About this exercise:
An exact copy of all entries is required.
::::::::
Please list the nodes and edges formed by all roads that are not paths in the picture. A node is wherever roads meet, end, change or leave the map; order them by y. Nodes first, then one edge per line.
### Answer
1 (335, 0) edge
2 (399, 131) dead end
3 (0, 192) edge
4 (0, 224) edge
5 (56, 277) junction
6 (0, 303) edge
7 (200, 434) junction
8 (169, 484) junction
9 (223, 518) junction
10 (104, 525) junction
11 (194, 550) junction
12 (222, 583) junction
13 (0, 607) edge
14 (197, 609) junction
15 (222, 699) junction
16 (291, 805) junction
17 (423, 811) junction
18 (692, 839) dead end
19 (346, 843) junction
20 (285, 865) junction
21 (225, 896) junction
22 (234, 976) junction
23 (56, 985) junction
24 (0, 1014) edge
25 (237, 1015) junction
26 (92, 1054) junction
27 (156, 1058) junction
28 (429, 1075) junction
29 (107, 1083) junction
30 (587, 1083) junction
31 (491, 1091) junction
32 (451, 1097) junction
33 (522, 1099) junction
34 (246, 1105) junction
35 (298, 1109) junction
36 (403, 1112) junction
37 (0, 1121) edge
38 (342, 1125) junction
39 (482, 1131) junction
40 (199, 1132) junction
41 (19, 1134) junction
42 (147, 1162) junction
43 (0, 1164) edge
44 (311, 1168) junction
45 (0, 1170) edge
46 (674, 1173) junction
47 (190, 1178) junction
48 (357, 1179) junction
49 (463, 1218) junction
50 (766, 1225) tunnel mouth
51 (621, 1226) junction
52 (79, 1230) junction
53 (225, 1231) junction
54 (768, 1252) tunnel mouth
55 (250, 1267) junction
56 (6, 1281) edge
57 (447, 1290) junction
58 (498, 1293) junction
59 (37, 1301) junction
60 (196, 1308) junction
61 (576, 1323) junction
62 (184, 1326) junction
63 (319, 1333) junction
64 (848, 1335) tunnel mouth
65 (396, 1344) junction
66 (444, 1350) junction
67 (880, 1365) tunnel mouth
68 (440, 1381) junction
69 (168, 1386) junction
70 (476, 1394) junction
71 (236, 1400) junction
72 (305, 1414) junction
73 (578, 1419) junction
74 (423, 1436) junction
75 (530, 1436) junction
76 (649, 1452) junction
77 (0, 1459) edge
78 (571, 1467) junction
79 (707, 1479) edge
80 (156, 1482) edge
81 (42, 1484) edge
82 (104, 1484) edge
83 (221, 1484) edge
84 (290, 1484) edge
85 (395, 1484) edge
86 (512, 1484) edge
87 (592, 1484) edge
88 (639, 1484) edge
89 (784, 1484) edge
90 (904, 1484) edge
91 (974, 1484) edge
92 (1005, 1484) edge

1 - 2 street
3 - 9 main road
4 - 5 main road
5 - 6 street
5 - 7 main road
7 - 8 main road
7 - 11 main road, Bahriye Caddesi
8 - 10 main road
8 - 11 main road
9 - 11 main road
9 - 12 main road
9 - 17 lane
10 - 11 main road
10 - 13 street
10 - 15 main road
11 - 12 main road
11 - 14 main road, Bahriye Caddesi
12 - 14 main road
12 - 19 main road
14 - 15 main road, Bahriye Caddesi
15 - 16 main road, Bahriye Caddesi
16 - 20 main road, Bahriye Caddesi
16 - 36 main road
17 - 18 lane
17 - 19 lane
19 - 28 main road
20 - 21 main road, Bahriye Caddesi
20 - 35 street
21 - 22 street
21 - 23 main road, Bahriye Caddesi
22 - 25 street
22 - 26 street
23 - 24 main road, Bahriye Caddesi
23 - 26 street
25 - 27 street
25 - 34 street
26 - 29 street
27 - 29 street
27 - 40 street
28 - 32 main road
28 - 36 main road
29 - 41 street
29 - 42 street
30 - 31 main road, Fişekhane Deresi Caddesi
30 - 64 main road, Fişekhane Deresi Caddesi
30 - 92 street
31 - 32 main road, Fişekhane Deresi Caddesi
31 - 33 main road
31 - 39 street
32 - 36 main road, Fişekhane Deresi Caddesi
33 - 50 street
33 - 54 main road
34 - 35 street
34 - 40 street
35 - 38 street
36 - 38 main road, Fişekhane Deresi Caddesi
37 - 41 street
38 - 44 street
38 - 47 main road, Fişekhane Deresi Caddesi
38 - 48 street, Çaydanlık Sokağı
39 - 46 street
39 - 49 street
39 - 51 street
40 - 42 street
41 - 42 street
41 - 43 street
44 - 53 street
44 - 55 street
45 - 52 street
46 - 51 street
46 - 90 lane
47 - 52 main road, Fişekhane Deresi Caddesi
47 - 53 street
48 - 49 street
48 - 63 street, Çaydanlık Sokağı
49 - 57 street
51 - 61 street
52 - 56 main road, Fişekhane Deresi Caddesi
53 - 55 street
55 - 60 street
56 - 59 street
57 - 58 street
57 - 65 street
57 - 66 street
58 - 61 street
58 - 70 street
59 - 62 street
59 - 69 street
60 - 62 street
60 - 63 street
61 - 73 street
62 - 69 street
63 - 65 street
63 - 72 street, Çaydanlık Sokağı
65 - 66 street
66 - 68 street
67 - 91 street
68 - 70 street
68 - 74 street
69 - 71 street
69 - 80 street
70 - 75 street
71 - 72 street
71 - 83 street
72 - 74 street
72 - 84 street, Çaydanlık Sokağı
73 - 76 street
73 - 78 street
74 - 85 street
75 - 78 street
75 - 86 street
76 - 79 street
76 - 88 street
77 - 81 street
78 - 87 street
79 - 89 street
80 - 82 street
::::::::
Exercise answer:
Please list the nodes and edges formed by all roads that are not paths in the picture. A node is wherever roads meet, end, change or leave the map; order them by y. Nodes first, then one edge per line.
### Answer
1 (335, 0) edge
2 (399, 131) dead end
3 (0, 192) edge
4 (0, 224) edge
5 (56, 277) junction
6 (0, 303) edge
7 (200, 434) junction
8 (169, 484) junction
9 (223, 518) junction
10 (104, 525) junction
11 (194, 550) junction
12 (222, 583) junction
13 (0, 607) edge
14 (197, 609) junction
15 (222, 699) junction
16 (291, 805) junction
17 (423, 811) junction
18 (692, 839) dead end
19 (346, 843) junction
20 (285, 865) junction
21 (225, 896) junction
22 (234, 976) junction
23 (56, 985) junction
24 (0, 1014) edge
25 (237, 1015) junction
26 (92, 1054) junction
27 (156, 1058) junction
28 (429, 1075) junction
29 (107, 1083) junction
30 (587, 1083) junction
31 (491, 1091) junction
32 (451, 1097) junction
33 (522, 1099) junction
34 (246, 1105) junction
35 (298, 1109) junction
36 (403, 1112) junction
37 (0, 1121) edge
38 (342, 1125) junction
39 (482, 1131) junction
40 (199, 1132) junction
41 (19, 1134) junction
42 (147, 1162) junction
43 (0, 1164) edge
44 (311, 1168) junction
45 (0, 1170) edge
46 (674, 1173) junction
47 (190, 1178) junction
48 (357, 1179) junction
49 (463, 1218) junction
50 (766, 1225) tunnel mouth
51 (621, 1226) junction
52 (79, 1230) junction
53 (225, 1231) junction
54 (768, 1252) tunnel mouth
55 (250, 1267) junction
56 (6, 1281) edge
57 (447, 1290) junction
58 (498, 1293) junction
59 (37, 1301) junction
60 (196, 1308) junction
61 (576, 1323) junction
62 (184, 1326) junction
63 (319, 1333) junction
64 (848, 1335) tunnel mouth
65 (396, 1344) junction
66 (444, 1350) junction
67 (880, 1365) tunnel mouth
68 (440, 1381) junction
69 (168, 1386) junction
70 (476, 1394) junction
71 (236, 1400) junction
72 (305, 1414) junction
73 (578, 1419) junction
74 (423, 1436) junction
75 (530, 1436) junction
76 (649, 1452) junction
77 (0, 1459) edge
78 (571, 1467) junction
79 (707, 1479) edge
80 (156, 1482) edge
81 (42, 1484) edge
82 (104, 1484) edge
83 (221, 1484) edge
84 (290, 1484) edge
85 (395, 1484) edge
86 (512, 1484) edge
87 (592, 1484) edge
88 (639, 1484) edge
89 (784, 1484) edge
90 (904, 1484) edge
91 (974, 1484) edge
92 (1005, 1484) edge

1 - 2 street
3 - 9 main road
4 - 5 main road
5 - 6 street
5 - 7 main road
7 - 8 main road
7 - 11 main road, Bahriye Caddesi
8 - 10 main road
8 - 11 main road
9 - 11 main road
9 - 12 main road
9 - 17 lane
10 - 11 main road
10 - 13 street
10 - 15 main road
11 - 12 main road
11 - 14 main road, Bahriye Caddesi
12 - 14 main road
12 - 19 main road
14 - 15 main road, Bahriye Caddesi
15 - 16 main road, Bahriye Caddesi
16 - 20 main road, Bahriye Caddesi
16 - 36 main road
17 - 18 lane
17 - 19 lane
19 - 28 main road
20 - 21 main road, Bahriye Caddesi
20 - 35 street
21 - 22 street
21 - 23 main road, Bahriye Caddesi
22 - 25 street
22 - 26 street
23 - 24 main road, Bahriye Caddesi
23 - 26 street
25 - 27 street
25 - 34 street
26 - 29 street
27 - 29 street
27 - 40 street
28 - 32 main road
28 - 36 main road
29 - 41 street
29 - 42 street
30 - 31 main road, Fişekhane Deresi Caddesi
30 - 64 main road, Fişekhane Deresi Caddesi
30 - 92 street
31 - 32 main road, Fişekhane Deresi Caddesi
31 - 33 main road
31 - 39 street
32 - 36 main road, Fişekhane Deresi Caddesi
33 - 50 street
33 - 54 main road
34 - 35 street
34 - 40 street
35 - 38 street
36 - 38 main road, Fişekhane Deresi Caddesi
37 - 41 street
38 - 44 street
38 - 47 main road, Fişekhane Deresi Caddesi
38 - 48 street, Çaydanlık Sokağı
39 - 46 street
39 - 49 street
39 - 51 street
40 - 42 street
41 - 42 street
41 - 43 street
44 - 53 street
44 - 55 street
45 - 52 street
46 - 51 street
46 - 90 lane
47 - 52 main road, Fişekhane Deresi Caddesi
47 - 53 street
48 - 49 street
48 - 63 street, Çaydanlık Sokağı
49 - 57 street
51 - 61 street
52 - 56 main road, Fişekhane Deresi Caddesi
53 - 55 street
55 - 60 street
56 - 59 street
57 - 58 street
57 - 65 street
57 - 66 street
58 - 61 street
58 - 70 street
59 - 62 street
59 - 69 street
60 - 62 street
60 - 63 street
61 - 73 street
62 - 69 street
63 - 65 street
63 - 72 street, Çaydanlık Sokağı
65 - 66 street
66 - 68 street
67 - 91 street
68 - 70 street
68 - 74 street
69 - 71 street
69 - 80 street
70 - 75 street
71 - 72 street
71 - 83 street
72 - 74 street
72 - 84 street, Çaydanlık Sokağı
73 - 76 street
73 - 78 street
74 - 85 street
75 - 78 street
75 - 86 street
76 - 79 street
76 - 88 street
77 - 81 street
78 - 87 street
79 - 89 street
80 - 82 street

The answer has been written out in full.